Experimental program
Comparison scheme
Effect test

Embodiment 1

[0017] 1) Synthesis of Polypeptide-Polytrimethylene Carbonate Block Copolymer

[0018] 16.2 g of poly(r-benzyl-L-glutamate) (molecular weight 80,000) and 7 g of carboxy-terminated polytrimethylene carbonate monolauryl ether (molecular weight 3,000) were added to the dry reactor ), add 300 ml DMSO, and then add 0.048 g N,N' -Dicyclohexylcarbodiimide, stirred and reacted at 25°C for 3 days under an inert atmosphere, terminated the reaction, and obtained the target product by filtration, dialysis, and drying;

[0019] 2) Synthesis of polyethylene glycol-polytrimethylene carbonate block copolymer

[0020] Add 3 g of amino-terminated polyethylene glycol monomethyl ether (molecular weight: 5,000) and 9 g of carboxy-terminated polytrimethylene carbonate monolauryl ether (molecular weight: 3,000) into the dry reactor, add 160 ml Dimethyl sulfoxide, then add 0.145 g N,N' -Dicyclohexylcarbodiimide, under an inert atmosphere, stirred and reacted at 25°C for 2 days, then terminated t...

Embodiment 2

[0025] 1) Synthesis of Polypeptide-Polytrimethylene Carbonate Block Copolymer

[0026] 16.3 g of poly(r-ethyl-L-glutamate) (molecular weight 85,000) and 7 g of carboxy-terminated polytrimethylene carbonate monolauryl ether (molecular weight 3,500) were added to the dry reactor , add 305 ml of dimethyl sulfoxide, then add 0.031 g of N,N'-diisopropylcarbodiimide, under an inert atmosphere, stir and react at 27°C for 4 days, terminate the reaction, filter, dialyze, and dry, get the target

[0027] 2) Synthesis of polyethylene glycol-polytrimethylene carbonate block copolymer

[0028] Add 3 g of amino-terminated polyethylene glycol monomethyl ether (molecular weight: 6000) and 9 g of carboxy-terminated polytrimethylene carbonate monolauryl ether (molecular weight: 3500) into the dry reactor, add 155 ml Dimethyl sulfoxide, then add 0.08 g N,N' -Diisopropylcarbodiimide, under an inert atmosphere, stirred at 28°C for 3 days, then terminated the reaction, filtered, dialyzed, and d...

Embodiment 3

[0033] 1) Synthesis of Polypeptide-Polytrimethylene Carbonate Block Copolymer

[0034] Add 16.5 g of poly(r-methyl-L-glutamate) (molecular weight 92,000) and 7 g of carboxy-terminated polytrimethylene carbonate monolauryl ether (molecular weight 4,000) into a dry reactor , add 310 ml of dimethyl sulfoxide, then add 0.046 g of 3-ethyl-1-(3-dimethylaminopropyl) carbodiimide, and stir the reaction at 30°C for 3 days under an inert atmosphere to terminate the reaction.
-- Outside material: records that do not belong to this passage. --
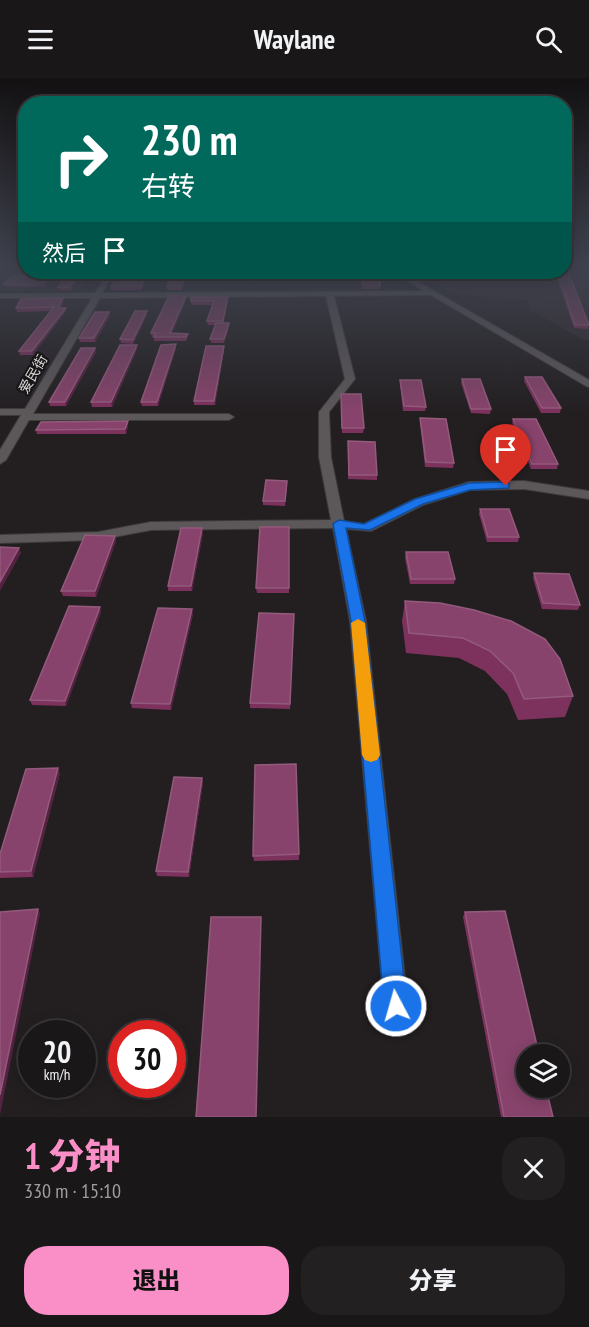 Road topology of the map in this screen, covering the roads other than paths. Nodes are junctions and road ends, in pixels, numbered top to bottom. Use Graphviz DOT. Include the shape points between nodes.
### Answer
graph roads {
  1 [pos="86,314"];
  2 [pos="334,314"];
  3 [pos="470,314"];
  4 [pos="589,384"];
  5 [pos="0,412"];
  6 [pos="27,415"];
  7 [pos="229,417"];
  8 [pos="0,460"];
  9 [pos="589,495"];
  10 [pos="339,524"];
  11 [pos="0,539"];
  12 [pos="396,1006"];
  1 -- 6 [label="street, 爱民街"];
  2 -- 10 [label="street" via="350,378 324,412 326,457"];
  3 -- 4 [label="street"];
  5 -- 6 [label="street"];
  6 -- 7 [label="street"];
  6 -- 8 [label="street, 爱民街"];
  9 -- 10 [label="street" via="524,486 469,486 419,502 366,528"];
  10 -- 11 [label="street" via="152,526 98,536"];
  10 -- 12 [label="street" via="358,621"];
} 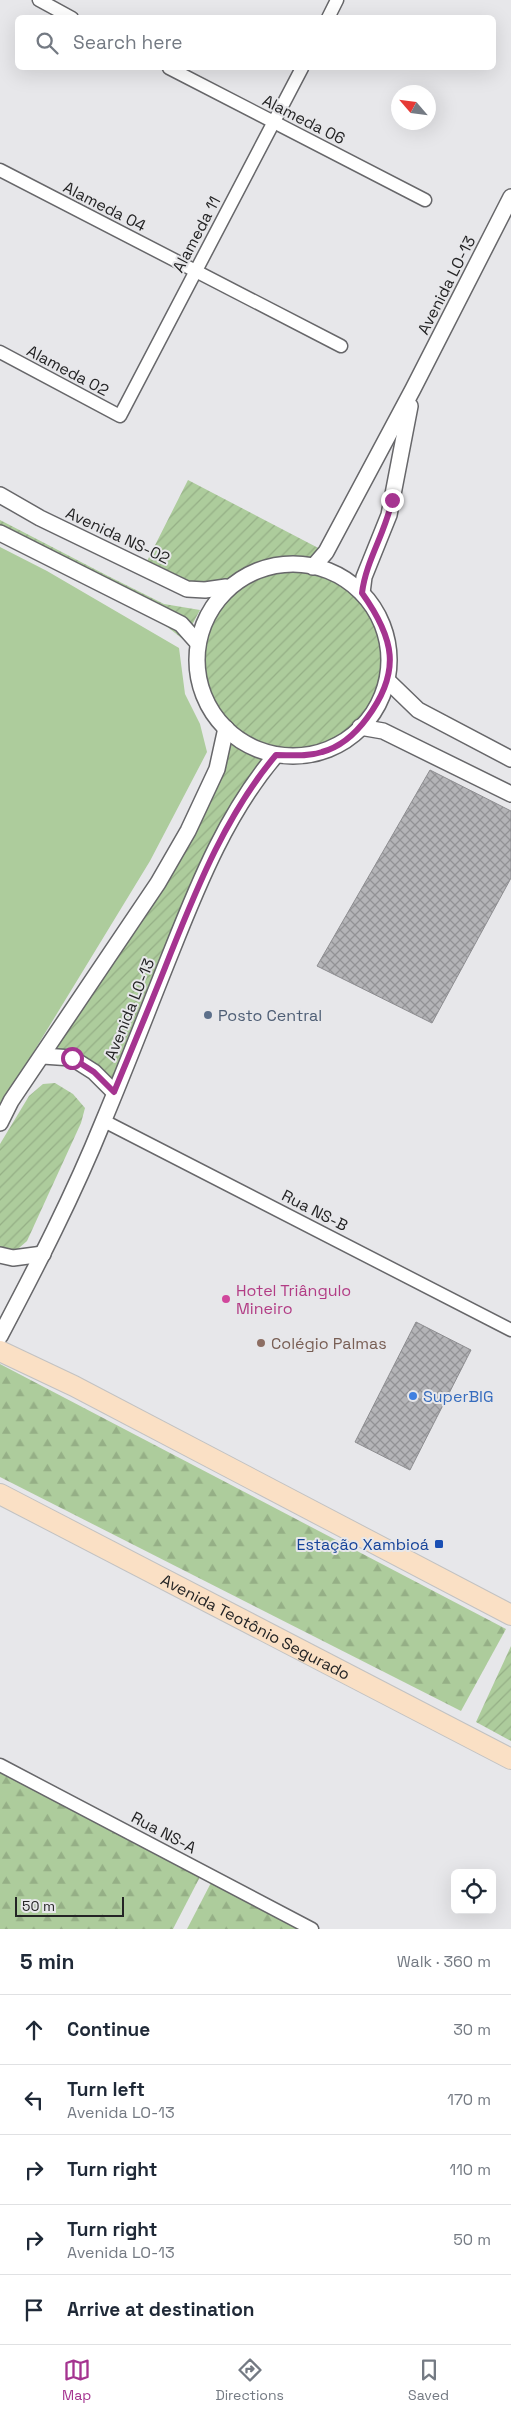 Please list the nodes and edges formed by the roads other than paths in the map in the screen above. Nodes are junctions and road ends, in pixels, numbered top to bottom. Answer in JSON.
{"nodes":[{"id":1,"x":38,"y":0,"type":"edge"},
{"id":2,"x":337,"y":0,"type":"edge"},
{"id":3,"x":66,"y":15,"type":"edge"},
{"id":4,"x":330,"y":15,"type":"edge"},
{"id":5,"x":173,"y":70,"type":"edge"},
{"id":6,"x":301,"y":70,"type":"edge"},
{"id":7,"x":274,"y":122,"type":"junction"},
{"id":8,"x":0,"y":170,"type":"edge"},
{"id":9,"x":511,"y":197,"type":"edge"},
{"id":10,"x":425,"y":200,"type":"dead end"},
{"id":11,"x":195,"y":271,"type":"junction"},
{"id":12,"x":342,"y":346,"type":"dead end"},
{"id":13,"x":0,"y":352,"type":"edge"},
{"id":14,"x":413,"y":389,"type":"junction"},
{"id":15,"x":120,"y":416,"type":"joint"},
{"id":16,"x":0,"y":496,"type":"edge"},
{"id":17,"x":0,"y":532,"type":"edge"},
{"id":18,"x":313,"y":566,"type":"junction"},
{"id":19,"x":226,"y":586,"type":"junction"},
{"id":20,"x":362,"y":593,"type":"junction"},
{"id":21,"x":197,"y":642,"type":"junction"},
{"id":22,"x":388,"y":681,"type":"junction"},
{"id":23,"x":360,"y":727,"type":"junction"},
{"id":24,"x":226,"y":728,"type":"junction"},
{"id":25,"x":276,"y":755,"type":"junction"},
{"id":26,"x":511,"y":758,"type":"edge"},
{"id":27,"x":511,"y":794,"type":"edge"},
{"id":28,"x":44,"y":1056,"type":"junction"},
{"id":29,"x":114,"y":1092,"type":"junction"},
{"id":30,"x":104,"y":1121,"type":"junction"},
{"id":31,"x":0,"y":1123,"type":"edge"},
{"id":32,"x":43,"y":1254,"type":"junction"},
{"id":33,"x":0,"y":1255,"type":"edge"},
{"id":34,"x":511,"y":1330,"type":"edge"},
{"id":35,"x":0,"y":1336,"type":"edge"},
{"id":36,"x":0,"y":1351,"type":"edge"},
{"id":37,"x":0,"y":1494,"type":"edge"},
{"id":38,"x":511,"y":1615,"type":"edge"},
{"id":39,"x":511,"y":1759,"type":"edge"},
{"id":40,"x":0,"y":1766,"type":"edge"},
{"id":41,"x":312,"y":1929,"type":"edge"}],
"edges":[{"from":1,"to":3,"type":"street"},
{"from":2,"to":4,"type":"street"},
{"from":5,"to":7,"type":"street","name":"Alameda 06"},
{"from":6,"to":7,"type":"street","name":"Alameda 11"},
{"from":7,"to":10,"type":"street","name":"Alameda 06"},
{"from":7,"to":11,"type":"street","name":"Alameda 11"},
{"from":8,"to":11,"type":"street","name":"Alameda 04"},
{"from":9,"to":14,"type":"street","name":"Avenida LO-13"},
{"from":11,"to":12,"type":"street","name":"Alameda 04"},
{"from":11,"to":15,"type":"street","name":"Alameda 11"},
{"from":13,"to":15,"type":"street","name":"Alameda 02"},
{"from":14,"to":18,"type":"street","name":"Avenida LO-13"},
{"from":14,"to":20,"type":"street","name":"Avenida LO-13"},
{"from":16,"to":19,"type":"street","name":"Avenida NS-02"},
{"from":17,"to":21,"type":"street"},
{"from":18,"to":19,"type":"street","name":"Avenida NS-02"},
{"from":18,"to":20,"type":"street"},
{"from":19,"to":21,"type":"street"},
{"from":20,"to":22,"type":"street"},
{"from":21,"to":24,"type":"street"},
{"from":22,"to":23,"type":"street"},
{"from":22,"to":26,"type":"street"},
{"from":23,"to":25,"type":"street"},
{"from":23,"to":27,"type":"street"},
{"from":24,"to":25,"type":"street"},
{"from":24,"to":28,"type":"street"},
{"from":25,"to":29,"type":"street","name":"Avenida LO-13"},
{"from":28,"to":29,"type":"street"},
{"from":28,"to":31,"type":"street"},
{"from":29,"to":30,"type":"street","name":"Avenida LO-13"},
{"from":30,"to":32,"type":"street","name":"Avenida LO-13"},
{"from":30,"to":34,"type":"street","name":"Rua NS-B"},
{"from":32,"to":33,"type":"street"},
{"from":32,"to":35,"type":"street","name":"Avenida LO-13"},
{"from":36,"to":38,"type":"main road"},
{"from":37,"to":39,"type":"main road","name":"Avenida Teotônio Segurado"},
{"from":40,"to":41,"type":"street","name":"Rua NS-A"}]}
Through filtration, dialysis, and drying, the target object is obtained;

[0035] 2) Synthesis of polyethylene glycol-polytrimethylene carbonate block copolymer

[0036] Add 3.1 g of amino-terminated polyethylene glycol monomethyl ether (molecular weight: 7100) and 9.2 g of carboxyl-terminated polytrimethylene carbonate monolauryl ether (molecular weight: 4000) into the dry reactor, add 158 ml Dimethyl sulfoxide, then add 0.141 g of 3-ethyl-1-(3-dimethylaminopropyl) carbodiimide, under an inert atmosphere, stir an...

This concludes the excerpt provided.